All the ingredients were on hand.
A 2021 Chevy Tahoe Premium tester was in the driveway. Wife Lisa, who hadn’t been on a ‘vacation’ road trip in a while, was keen. We both had a yearning to hit the road on a three-day, two-night road trip within driving distance of our home in Halifax.
A spin around Cape Breton’s Cabot Trail seemed an obvious choice. The autumn leaf spectacle there is among the finest in Canada, so spending a few days in a ‘living rainbow’ would be just the escape we were looking for.
With the pandemic still on the go, we would keep to ourselves. Between that and tourist season winding down, the trek obviously wouldn’t be one of fellowship and meeting new people.
But what about good old-fashioned romance? We would simply enjoy the drive and not get wound up because most of the tourist activities have closed for the season.
The Chevy Tahoe was the right ride. Spacious and comfortable with a fuel stingy 3.0-litre six-cylinder Duramax turbo-diesel, the trek around the trail would be a good work-out for its all-new independent rear suspension.
Of course, when driving something as big and versatile as a Tahoe, packing becomes much easier. No more wondering what to bring because you can bring it all, even a refrigerator.
Before leaving I spent a half hour meticulously cleaning the windows because cruising Cape Breton this time of year is all about eye candy – Celtic Colours candy that is.
I’ve been around the Cabot Trail a few times, the first as a young boy with my parents in their new 1957 Pontiac Laurentian.

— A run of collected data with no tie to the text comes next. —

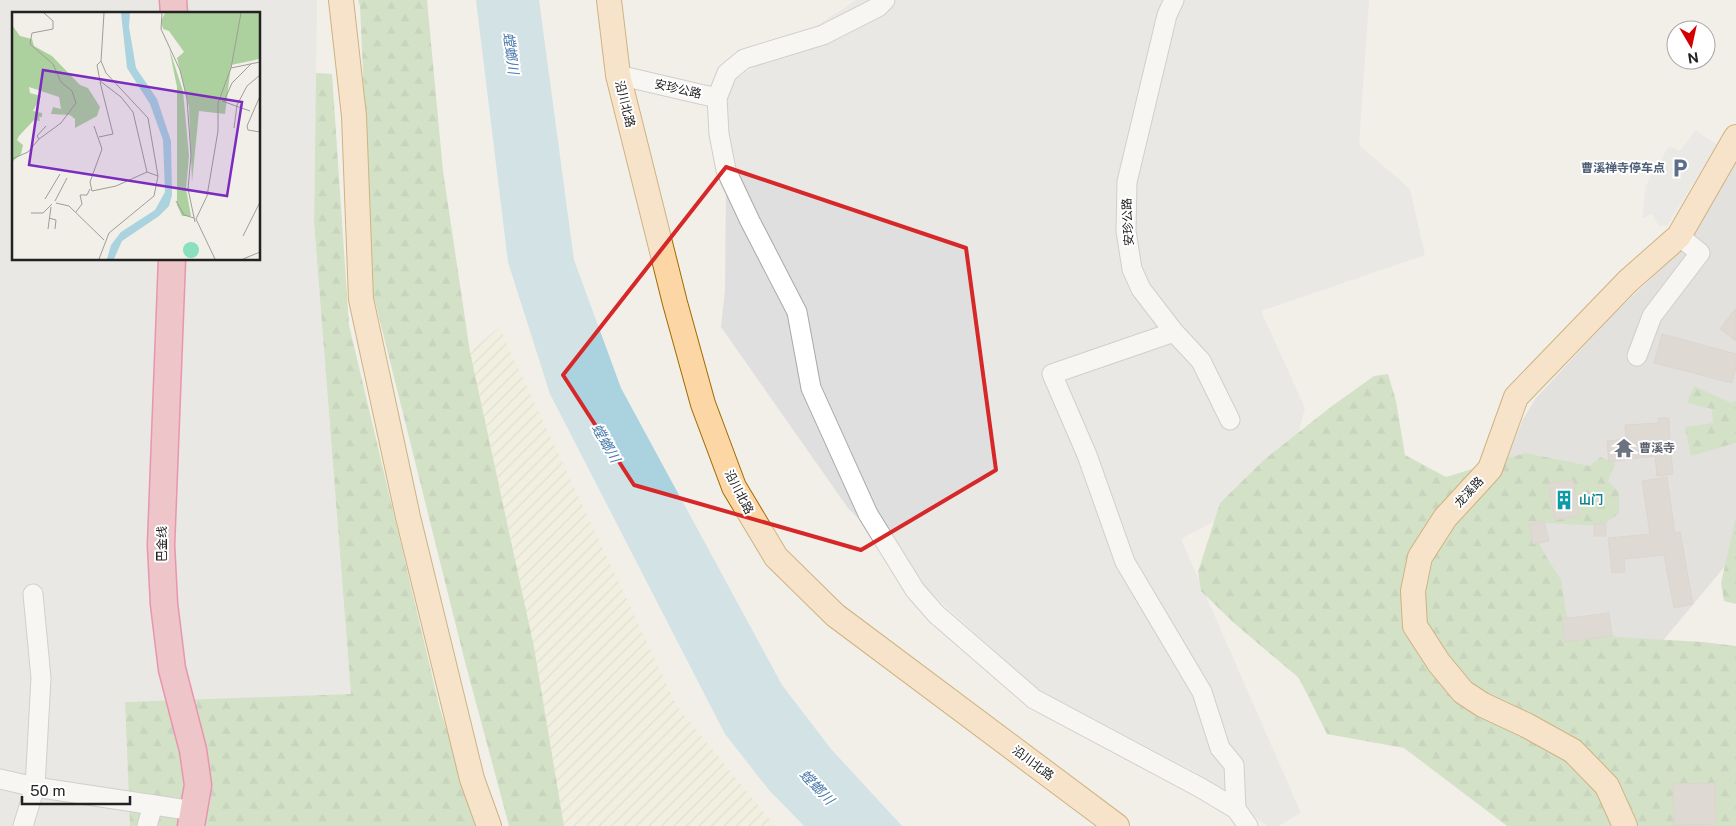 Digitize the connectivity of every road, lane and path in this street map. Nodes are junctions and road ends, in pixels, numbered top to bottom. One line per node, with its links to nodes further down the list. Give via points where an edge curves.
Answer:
1 (340, 0): 21 (main road, via 354,116 362,299 412,536 472,779)
2 (609, 0): 5 (main road, 沿川北路)
3 (885, 0): 6 (street, 安珍公路, via 878,7 823,35 744,59 727,73)
4 (1174, 0): 10 (street, 安珍公路, via 1127,182 1126,231 1132,269 1141,289)
5 (618, 75): 6 (street, 安珍公路); 22 (main road, 沿川北路, via 703,404 734,487 776,557 835,615)
6 (717, 98): 17 (street, via 726,170 797,312 811,388 868,514 915,590 936,614 1034,699)
7 (1736, 137): 8 (main road, 龙溪路)
8 (1680, 236): 11 (street, via 1700,252 1652,316); 24 (main road, 龙溪路, via 1628,281 1516,397 1490,469 1445,518 1420,556 1412,591 1415,626 1463,692 1573,751 1607,786)
9 (172, 260): 18 (highway, 巴金线, via 162,555 172,669 198,785)
10 (1174, 332): 12 (street, 安珍公路, via 1201,361); 17 (street, via 1052,374 1087,455 1125,562 1202,692 1220,748 1234,765)
11 (1637, 356)
12 (1230, 420)
13 (33, 594): 15 (street, via 41,678)
14 (0, 779): 15 (street)
15 (36, 787): 16 (street); 19 (street)
16 (153, 805): 18 (street); 20 (street)
17 (1236, 809): 23 (street)
18 (192, 818)
19 (23, 826)
20 (148, 826)
21 (489, 826)
22 (1117, 826)
23 (1248, 826)
24 (1625, 826)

The Cabot Trail was legendary in Moncton at the time and the few people we knew who had done it claimed it was this big unforgettable thing.
Dirt and gravel, torrential rain and a soaked tent to sleep in, my mother still recalls it was the worst trip of her life. There were few guard rails back then to keep cars from careening off a cliff. The mountains were the highest I had ever seen.
That muddy adventure was a milepost in my life of road tripping.
Lisa booked the first night at Seascape Coastal Retreat, an ‘adults-only’ group of cabins in Ingonish.
Ingonish is considered the beginning of the Cabot Trail so the 440-kilometre drive from Halifax was pretty much a cruise-controlled affair. I did all the driving while Lisa spread out her office stuff, activated the Tahoe’s onboard Wi-Fi and worked away the whole drive to clear the decks for our time on the Trail.
Adults only? Well it was worth finding out.
Our cottage was cozy and comfortable with a hot tub right on the front porch. A cool place to watch the sun set over the Highlands to the west and then watch the moon rise and splay its reflective path over the bay.
It was too late to get anything to eat so I sold Lisa on the idea that fasting wasn’t such a bad idea. After all, people fast all the time for one reason or other, although I had a hard time convincing her that hunger pangs can be romantic.
A bout of stargazing later on sealed the deal. Back in the hot tub the next morning for sunrise put us in the mood to take on the trail.
Two scrumptious breakfast sandwiches and a thermos of hot strong coffee were delivered to our door by the Seascape Elf, making up for the missed dinner the previous evening. Then a final visit to the hot tub. Just because.
There are so many permutations and combinations of how to experience the Cabot Trail. One thing that must be done is drive to the end of the road in Meat Cove.
From Meat Cove Village to Pleasant Bay, we felt like we were driving through a fairy tale. Blankets of brilliant foliage covered the Cape Breton Highlands. The fiery colours against the bluest of blue skies was breathtaking. The sea crashed into rocky cliffs far below.
This was the filet of our road trip.
Every road trip has one, when you don’t remember, or care, when it started and can’t see the end of it.
South of Cheticamp we turned left into the Margaree Valley and found our way to the quaint and historic Normaway Inn. The approach down the half-kilometre driveway is one of the coolest entryways into any hotel in the country.
Innkeeper Dave MacDonald greeted us and filled our heads with stories of life in Cape Breton and the local musicians that regularly play at the Inn’s Music Barn. He also mentioned that sometimes he talks too much. We didn’t mind at all.
At this hidden gem of the Margaree Valley, we feasted in the cozy dining room on a hardy home cooked meal followed by fresh blueberry pie and ice cream.
As the sun set the fiery autumn tableau of leaves on the mountains surrounding our cozy cabin at Normaway Inn seemed to be glowing.
The crackle of a fireplace burning real wood, home made quilts, the gurgle of the jacuzzi tub and the 1970s cassette player with a single cassette (Reels of Cape Breton) made us feel as if our tiny green cabin was the palace of romance.
In the morning we loaded the Tahoe for the last time and dialed our home into the navigation system.
Home and work were 360 kilometres away in Halifax. It would take about five hours, enough time to get our minds back into the real world but still bask in the romantic feelings that had blossomed checking out the Celtic Colours of the Cabot Trail.